- [Task prompt]:
Reproduce each of the following records without any deviation.

- [Data to examine]:
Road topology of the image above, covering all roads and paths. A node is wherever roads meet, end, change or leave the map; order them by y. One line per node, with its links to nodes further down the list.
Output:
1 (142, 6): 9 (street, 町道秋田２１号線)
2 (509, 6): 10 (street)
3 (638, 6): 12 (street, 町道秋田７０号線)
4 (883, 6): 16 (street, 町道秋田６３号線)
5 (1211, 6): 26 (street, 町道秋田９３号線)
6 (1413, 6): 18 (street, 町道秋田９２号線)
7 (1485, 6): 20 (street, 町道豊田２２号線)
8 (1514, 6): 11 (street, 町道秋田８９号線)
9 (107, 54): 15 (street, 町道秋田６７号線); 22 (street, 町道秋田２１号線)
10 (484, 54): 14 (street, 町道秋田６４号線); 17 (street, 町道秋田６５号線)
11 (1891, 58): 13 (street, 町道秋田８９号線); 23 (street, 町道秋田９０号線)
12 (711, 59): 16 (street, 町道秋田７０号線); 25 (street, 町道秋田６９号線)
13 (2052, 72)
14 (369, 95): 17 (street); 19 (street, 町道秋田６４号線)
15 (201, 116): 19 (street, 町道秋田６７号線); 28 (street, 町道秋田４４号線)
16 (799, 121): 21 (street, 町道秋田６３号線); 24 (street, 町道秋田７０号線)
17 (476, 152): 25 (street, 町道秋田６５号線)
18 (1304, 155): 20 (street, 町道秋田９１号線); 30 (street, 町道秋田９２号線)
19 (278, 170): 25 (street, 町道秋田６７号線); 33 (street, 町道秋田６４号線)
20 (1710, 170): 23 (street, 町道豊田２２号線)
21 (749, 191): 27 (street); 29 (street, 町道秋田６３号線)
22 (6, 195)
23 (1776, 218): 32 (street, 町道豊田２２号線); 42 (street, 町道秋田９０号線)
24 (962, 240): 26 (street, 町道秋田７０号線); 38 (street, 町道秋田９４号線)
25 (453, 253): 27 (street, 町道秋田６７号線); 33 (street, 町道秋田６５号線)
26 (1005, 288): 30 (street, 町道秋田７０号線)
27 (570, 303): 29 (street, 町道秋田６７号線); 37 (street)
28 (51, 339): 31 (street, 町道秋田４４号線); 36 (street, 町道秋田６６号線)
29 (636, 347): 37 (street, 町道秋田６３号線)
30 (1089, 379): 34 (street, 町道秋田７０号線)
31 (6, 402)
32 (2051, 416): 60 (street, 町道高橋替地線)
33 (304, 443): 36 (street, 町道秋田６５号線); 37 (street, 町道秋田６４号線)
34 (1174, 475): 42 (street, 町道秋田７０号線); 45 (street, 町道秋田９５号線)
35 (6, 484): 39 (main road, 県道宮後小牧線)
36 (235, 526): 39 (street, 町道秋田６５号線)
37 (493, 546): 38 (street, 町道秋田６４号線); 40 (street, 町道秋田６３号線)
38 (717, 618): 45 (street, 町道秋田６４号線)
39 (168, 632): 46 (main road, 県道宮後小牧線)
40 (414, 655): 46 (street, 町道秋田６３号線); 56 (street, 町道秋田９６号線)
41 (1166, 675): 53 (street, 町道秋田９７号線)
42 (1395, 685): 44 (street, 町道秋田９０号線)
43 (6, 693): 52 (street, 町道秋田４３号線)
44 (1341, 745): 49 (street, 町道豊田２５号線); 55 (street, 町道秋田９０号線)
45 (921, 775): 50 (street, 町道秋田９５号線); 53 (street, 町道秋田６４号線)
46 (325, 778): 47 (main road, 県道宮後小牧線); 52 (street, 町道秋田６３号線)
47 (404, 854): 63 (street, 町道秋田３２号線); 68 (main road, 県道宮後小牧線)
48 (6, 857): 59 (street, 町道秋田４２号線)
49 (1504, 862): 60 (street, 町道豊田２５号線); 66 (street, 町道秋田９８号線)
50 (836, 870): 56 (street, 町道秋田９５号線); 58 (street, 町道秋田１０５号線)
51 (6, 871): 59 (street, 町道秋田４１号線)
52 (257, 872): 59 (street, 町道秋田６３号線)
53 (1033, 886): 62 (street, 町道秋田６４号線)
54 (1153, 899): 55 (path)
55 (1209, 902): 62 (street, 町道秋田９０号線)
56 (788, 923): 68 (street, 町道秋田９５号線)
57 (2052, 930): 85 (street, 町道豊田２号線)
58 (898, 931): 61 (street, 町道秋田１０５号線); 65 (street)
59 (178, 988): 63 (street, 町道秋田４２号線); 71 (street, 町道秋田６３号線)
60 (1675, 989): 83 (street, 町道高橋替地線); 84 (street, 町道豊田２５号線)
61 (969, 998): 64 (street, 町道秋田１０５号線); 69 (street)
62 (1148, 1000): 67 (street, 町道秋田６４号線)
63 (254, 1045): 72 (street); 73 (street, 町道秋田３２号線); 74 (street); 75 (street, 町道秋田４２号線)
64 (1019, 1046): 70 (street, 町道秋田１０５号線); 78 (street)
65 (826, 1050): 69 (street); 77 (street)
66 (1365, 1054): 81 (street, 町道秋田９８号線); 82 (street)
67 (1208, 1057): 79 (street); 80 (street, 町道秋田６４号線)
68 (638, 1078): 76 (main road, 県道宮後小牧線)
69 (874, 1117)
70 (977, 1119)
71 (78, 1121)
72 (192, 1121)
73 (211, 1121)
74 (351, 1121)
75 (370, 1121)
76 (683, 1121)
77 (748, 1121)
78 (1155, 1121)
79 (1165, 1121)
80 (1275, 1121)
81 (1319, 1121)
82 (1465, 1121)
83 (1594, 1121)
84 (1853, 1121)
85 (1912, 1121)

- [Finished task]:
Road topology of the image above, covering all roads and paths. A node is wherever roads meet, end, change or leave the map; order them by y. One line per node, with its links to nodes further down the list.
Output:
1 (142, 6): 9 (street, 町道秋田２１号線)
2 (509, 6): 10 (street)
3 (638, 6): 12 (street, 町道秋田７０号線)
4 (883, 6): 16 (street, 町道秋田６３号線)
5 (1211, 6): 26 (street, 町道秋田９３号線)
6 (1413, 6): 18 (street, 町道秋田９２号線)
7 (1485, 6): 20 (street, 町道豊田２２号線)
8 (1514, 6): 11 (street, 町道秋田８９号線)
9 (107, 54): 15 (street, 町道秋田６７号線); 22 (street, 町道秋田２１号線)
10 (484, 54): 14 (street, 町道秋田６４号線); 17 (street, 町道秋田６５号線)
11 (1891, 58): 13 (street, 町道秋田８９号線); 23 (street, 町道秋田９０号線)
12 (711, 59): 16 (street, 町道秋田７０号線); 25 (street, 町道秋田６９号線)
13 (2052, 72)
14 (369, 95): 17 (street); 19 (street, 町道秋田６４号線)
15 (201, 116): 19 (street, 町道秋田６７号線); 28 (street, 町道秋田４４号線)
16 (799, 121): 21 (street, 町道秋田６３号線); 24 (street, 町道秋田７０号線)
17 (476, 152): 25 (street, 町道秋田６５号線)
18 (1304, 155): 20 (street, 町道秋田９１号線); 30 (street, 町道秋田９２号線)
19 (278, 170): 25 (street, 町道秋田６７号線); 33 (street, 町道秋田６４号線)
20 (1710, 170): 23 (street, 町道豊田２２号線)
21 (749, 191): 27 (street); 29 (street, 町道秋田６３号線)
22 (6, 195)
23 (1776, 218): 32 (street, 町道豊田２２号線); 42 (street, 町道秋田９０号線)
24 (962, 240): 26 (street, 町道秋田７０号線); 38 (street, 町道秋田９４号線)
25 (453, 253): 27 (street, 町道秋田６７号線); 33 (street, 町道秋田６５号線)
26 (1005, 288): 30 (street, 町道秋田７０号線)
27 (570, 303): 29 (street, 町道秋田６７号線); 37 (street)
28 (51, 339): 31 (street, 町道秋田４４号線); 36 (street, 町道秋田６６号線)
29 (636, 347): 37 (street, 町道秋田６３号線)
30 (1089, 379): 34 (street, 町道秋田７０号線)
31 (6, 402)
32 (2051, 416): 60 (street, 町道高橋替地線)
33 (304, 443): 36 (street, 町道秋田６５号線); 37 (street, 町道秋田６４号線)
34 (1174, 475): 42 (street, 町道秋田７０号線); 45 (street, 町道秋田９５号線)
35 (6, 484): 39 (main road, 県道宮後小牧線)
36 (235, 526): 39 (street, 町道秋田６５号線)
37 (493, 546): 38 (street, 町道秋田６４号線); 40 (street, 町道秋田６３号線)
38 (717, 618): 45 (street, 町道秋田６４号線)
39 (168, 632): 46 (main road, 県道宮後小牧線)
40 (414, 655): 46 (street, 町道秋田６３号線); 56 (street, 町道秋田９６号線)
41 (1166, 675): 53 (street, 町道秋田９７号線)
42 (1395, 685): 44 (street, 町道秋田９０号線)
43 (6, 693): 52 (street, 町道秋田４３号線)
44 (1341, 745): 49 (street, 町道豊田２５号線); 55 (street, 町道秋田９０号線)
45 (921, 775): 50 (street, 町道秋田９５号線); 53 (street, 町道秋田６４号線)
46 (325, 778): 47 (main road, 県道宮後小牧線); 52 (street, 町道秋田６３号線)
47 (404, 854): 63 (street, 町道秋田３２号線); 68 (main road, 県道宮後小牧線)
48 (6, 857): 59 (street, 町道秋田４２号線)
49 (1504, 862): 60 (street, 町道豊田２５号線); 66 (street, 町道秋田９８号線)
50 (836, 870): 56 (street, 町道秋田９５号線); 58 (street, 町道秋田１０５号線)
51 (6, 871): 59 (street, 町道秋田４１号線)
52 (257, 872): 59 (street, 町道秋田６３号線)
53 (1033, 886): 62 (street, 町道秋田６４号線)
54 (1153, 899): 55 (path)
55 (1209, 902): 62 (street, 町道秋田９０号線)
56 (788, 923): 68 (street, 町道秋田９５号線)
57 (2052, 930): 85 (street, 町道豊田２号線)
58 (898, 931): 61 (street, 町道秋田１０５号線); 65 (street)
59 (178, 988): 63 (street, 町道秋田４２号線); 71 (street, 町道秋田６３号線)
60 (1675, 989): 83 (street, 町道高橋替地線); 84 (street, 町道豊田２５号線)
61 (969, 998): 64 (street, 町道秋田１０５号線); 69 (street)
62 (1148, 1000): 67 (street, 町道秋田６４号線)
63 (254, 1045): 72 (street); 73 (street, 町道秋田３２号線); 74 (street); 75 (street, 町道秋田４２号線)
64 (1019, 1046): 70 (street, 町道秋田１０５号線); 78 (street)
65 (826, 1050): 69 (street); 77 (street)
66 (1365, 1054): 81 (street, 町道秋田９８号線); 82 (street)
67 (1208, 1057): 79 (street); 80 (street, 町道秋田６４号線)
68 (638, 1078): 76 (main road, 県道宮後小牧線)
69 (874, 1117)
70 (977, 1119)
71 (78, 1121)
72 (192, 1121)
73 (211, 1121)
74 (351, 1121)
75 (370, 1121)
76 (683, 1121)
77 (748, 1121)
78 (1155, 1121)
79 (1165, 1121)
80 (1275, 1121)
81 (1319, 1121)
82 (1465, 1121)
83 (1594, 1121)
84 (1853, 1121)
85 (1912, 1121)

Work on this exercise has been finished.